Given information below:

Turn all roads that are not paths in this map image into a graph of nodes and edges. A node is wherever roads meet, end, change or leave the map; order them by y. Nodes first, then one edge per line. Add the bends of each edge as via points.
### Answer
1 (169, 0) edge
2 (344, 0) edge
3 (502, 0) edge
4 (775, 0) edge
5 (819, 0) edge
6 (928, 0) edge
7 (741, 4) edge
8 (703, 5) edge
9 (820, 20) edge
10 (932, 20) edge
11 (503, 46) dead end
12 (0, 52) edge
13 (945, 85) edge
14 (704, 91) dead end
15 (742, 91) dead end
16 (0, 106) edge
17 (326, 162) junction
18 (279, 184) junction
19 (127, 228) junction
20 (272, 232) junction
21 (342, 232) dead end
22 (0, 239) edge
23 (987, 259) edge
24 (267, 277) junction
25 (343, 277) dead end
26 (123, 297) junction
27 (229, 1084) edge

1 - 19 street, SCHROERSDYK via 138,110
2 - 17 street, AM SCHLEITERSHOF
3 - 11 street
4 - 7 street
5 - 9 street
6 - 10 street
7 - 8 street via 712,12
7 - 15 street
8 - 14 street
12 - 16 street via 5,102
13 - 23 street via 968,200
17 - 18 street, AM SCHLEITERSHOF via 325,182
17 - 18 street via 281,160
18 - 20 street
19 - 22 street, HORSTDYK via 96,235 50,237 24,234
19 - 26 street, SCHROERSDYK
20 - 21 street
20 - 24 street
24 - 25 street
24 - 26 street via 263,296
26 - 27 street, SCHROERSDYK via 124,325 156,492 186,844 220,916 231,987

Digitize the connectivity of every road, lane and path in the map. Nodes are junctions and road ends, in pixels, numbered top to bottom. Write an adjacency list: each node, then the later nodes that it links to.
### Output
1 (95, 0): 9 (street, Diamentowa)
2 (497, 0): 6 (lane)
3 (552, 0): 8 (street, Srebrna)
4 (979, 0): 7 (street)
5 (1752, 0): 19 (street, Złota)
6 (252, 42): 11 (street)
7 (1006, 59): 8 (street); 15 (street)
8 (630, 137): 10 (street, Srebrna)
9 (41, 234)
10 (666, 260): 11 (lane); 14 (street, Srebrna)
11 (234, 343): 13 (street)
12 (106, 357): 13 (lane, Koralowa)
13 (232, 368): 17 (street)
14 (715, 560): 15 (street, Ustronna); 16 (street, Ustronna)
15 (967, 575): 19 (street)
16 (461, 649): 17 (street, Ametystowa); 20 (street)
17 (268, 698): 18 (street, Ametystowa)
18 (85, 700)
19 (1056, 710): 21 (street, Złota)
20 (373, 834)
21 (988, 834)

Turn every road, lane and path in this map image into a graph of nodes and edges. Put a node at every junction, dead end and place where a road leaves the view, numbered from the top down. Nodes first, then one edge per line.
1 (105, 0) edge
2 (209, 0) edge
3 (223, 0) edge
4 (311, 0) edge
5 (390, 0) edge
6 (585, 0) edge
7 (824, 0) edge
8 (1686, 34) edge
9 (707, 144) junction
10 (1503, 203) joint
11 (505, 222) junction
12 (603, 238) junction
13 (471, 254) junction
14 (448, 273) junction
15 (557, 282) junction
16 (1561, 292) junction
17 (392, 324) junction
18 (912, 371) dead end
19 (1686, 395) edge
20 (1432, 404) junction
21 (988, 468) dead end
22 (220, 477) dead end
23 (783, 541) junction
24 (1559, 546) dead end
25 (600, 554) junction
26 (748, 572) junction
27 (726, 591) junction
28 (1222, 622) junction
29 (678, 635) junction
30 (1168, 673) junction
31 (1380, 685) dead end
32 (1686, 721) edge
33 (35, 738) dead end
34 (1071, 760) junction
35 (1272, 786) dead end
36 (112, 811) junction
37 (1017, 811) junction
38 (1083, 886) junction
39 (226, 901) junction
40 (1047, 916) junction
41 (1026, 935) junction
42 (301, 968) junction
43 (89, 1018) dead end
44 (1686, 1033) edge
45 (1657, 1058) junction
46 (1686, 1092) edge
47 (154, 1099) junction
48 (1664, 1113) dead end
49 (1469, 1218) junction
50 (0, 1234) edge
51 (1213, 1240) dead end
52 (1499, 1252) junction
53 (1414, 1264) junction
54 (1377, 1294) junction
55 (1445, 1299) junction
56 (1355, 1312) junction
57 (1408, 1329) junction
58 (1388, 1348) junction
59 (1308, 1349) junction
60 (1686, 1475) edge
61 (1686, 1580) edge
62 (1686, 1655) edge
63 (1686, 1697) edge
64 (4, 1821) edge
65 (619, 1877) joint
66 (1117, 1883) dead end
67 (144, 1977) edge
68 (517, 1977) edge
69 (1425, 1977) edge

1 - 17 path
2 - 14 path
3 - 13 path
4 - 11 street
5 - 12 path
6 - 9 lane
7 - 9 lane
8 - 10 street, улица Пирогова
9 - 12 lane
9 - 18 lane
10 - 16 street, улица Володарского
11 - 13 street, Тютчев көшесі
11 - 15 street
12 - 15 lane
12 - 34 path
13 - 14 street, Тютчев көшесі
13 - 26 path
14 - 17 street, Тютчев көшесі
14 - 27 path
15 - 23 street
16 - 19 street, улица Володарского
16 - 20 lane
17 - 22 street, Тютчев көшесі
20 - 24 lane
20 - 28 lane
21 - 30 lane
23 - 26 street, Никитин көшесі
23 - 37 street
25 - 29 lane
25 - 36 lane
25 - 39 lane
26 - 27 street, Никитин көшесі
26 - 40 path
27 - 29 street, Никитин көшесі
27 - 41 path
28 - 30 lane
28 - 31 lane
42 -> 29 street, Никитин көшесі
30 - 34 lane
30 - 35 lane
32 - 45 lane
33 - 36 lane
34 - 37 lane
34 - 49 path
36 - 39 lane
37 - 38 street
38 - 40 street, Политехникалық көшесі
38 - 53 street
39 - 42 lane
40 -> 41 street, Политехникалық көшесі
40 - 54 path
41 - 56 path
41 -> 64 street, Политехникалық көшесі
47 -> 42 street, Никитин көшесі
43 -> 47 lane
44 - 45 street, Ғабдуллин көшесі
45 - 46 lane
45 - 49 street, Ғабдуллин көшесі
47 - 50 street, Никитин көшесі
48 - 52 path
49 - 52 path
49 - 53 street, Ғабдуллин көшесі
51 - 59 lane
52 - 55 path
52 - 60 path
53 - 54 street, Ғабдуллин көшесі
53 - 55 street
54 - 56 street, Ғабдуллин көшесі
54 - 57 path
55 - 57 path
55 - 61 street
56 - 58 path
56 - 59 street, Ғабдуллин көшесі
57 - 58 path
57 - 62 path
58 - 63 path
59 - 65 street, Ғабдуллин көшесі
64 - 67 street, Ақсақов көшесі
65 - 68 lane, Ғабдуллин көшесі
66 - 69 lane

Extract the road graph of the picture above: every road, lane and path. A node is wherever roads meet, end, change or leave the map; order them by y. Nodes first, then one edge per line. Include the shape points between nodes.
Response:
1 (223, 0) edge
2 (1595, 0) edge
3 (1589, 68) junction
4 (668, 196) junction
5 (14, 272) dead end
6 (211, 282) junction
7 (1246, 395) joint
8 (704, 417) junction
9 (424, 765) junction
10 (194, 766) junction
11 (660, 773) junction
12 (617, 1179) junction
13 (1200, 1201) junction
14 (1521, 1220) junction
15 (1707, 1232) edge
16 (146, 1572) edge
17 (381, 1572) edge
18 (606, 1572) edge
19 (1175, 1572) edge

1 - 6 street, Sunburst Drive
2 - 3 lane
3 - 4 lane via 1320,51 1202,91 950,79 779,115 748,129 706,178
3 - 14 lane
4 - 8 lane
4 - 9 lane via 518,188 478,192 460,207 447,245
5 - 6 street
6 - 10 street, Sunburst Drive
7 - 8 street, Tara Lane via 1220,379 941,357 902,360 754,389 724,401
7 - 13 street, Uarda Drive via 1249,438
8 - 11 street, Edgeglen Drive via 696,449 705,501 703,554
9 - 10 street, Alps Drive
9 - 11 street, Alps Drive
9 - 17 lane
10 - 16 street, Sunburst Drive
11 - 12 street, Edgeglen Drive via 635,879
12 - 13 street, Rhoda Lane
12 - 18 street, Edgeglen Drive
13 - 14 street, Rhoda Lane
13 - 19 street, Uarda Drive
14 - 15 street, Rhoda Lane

End of Given information.

Exercise goal: Only lines holding the word "roads" belong in the answer; copy all of them from the records.

Task response:
Turn all roads that are not paths in this map image into a graph of nodes and edges. A node is wherever roads meet, end, change or leave the map; order them by y. Nodes first, then one edge per line. Add the bends of each edge as via points.
Extract the road graph of the picture above: every road, lane and path. A node is wherever roads meet, end, change or leave the map; order them by y. Nodes first, then one edge per line. Include the shape points between nodes.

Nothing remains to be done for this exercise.